新銀行の社長には三井信託銀行社長の古沢熙一郎(きいちろう)が就任し、6月の株主総会を経て会長に中央信託銀行会長の村本久夫が就任した。

合併に先立つ1月には、新銀行のシンボルマーク、コーポレートカラー、ロゴタイプが発表され、店舗看板の掛け替え作業などが急ピッチで進められた。

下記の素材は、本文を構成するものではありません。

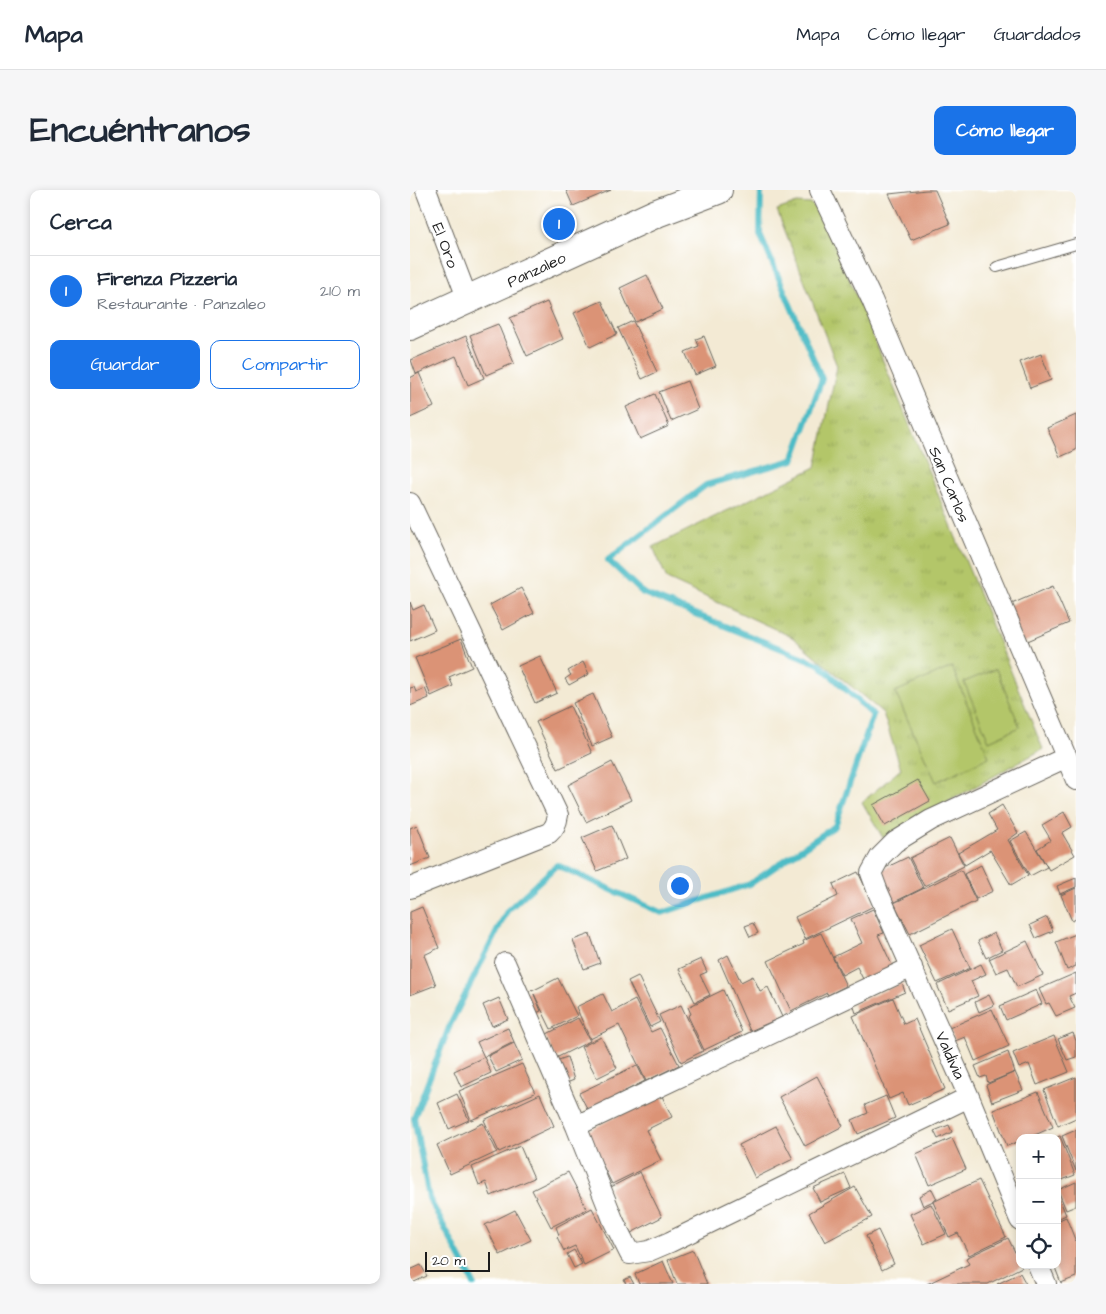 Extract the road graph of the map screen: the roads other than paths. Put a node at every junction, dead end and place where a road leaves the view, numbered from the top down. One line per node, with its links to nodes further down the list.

経営の方向性については、新銀行の強みとする分野に経営資源を効率的に配分し、効率的かつ競争力に優れた経営体を確立するために、①個人取引(住宅ローンを中心とする個人ローン、投資信託、不動産取引、遺言信託関連業務、中長期を中心とした資金吸収)、②受託資産運用・管理業務、③証券代行業務、④事業会社貸出業務の4業務が重点業務と定められ、あわせて新銀行の経営体質を一段と強化するために、店舗網の再構築および従業員数の削減も打ち出された。本店所在地は、合併時点では中央信託銀行の本店があった東京都中央区京橋であったが、1998年10月に東京都港区芝三丁目において着工した中央信託銀行の新本店ビルが2000年10月に竣工し、12月には中央三井信託銀行本店ビルとして業務を開始した。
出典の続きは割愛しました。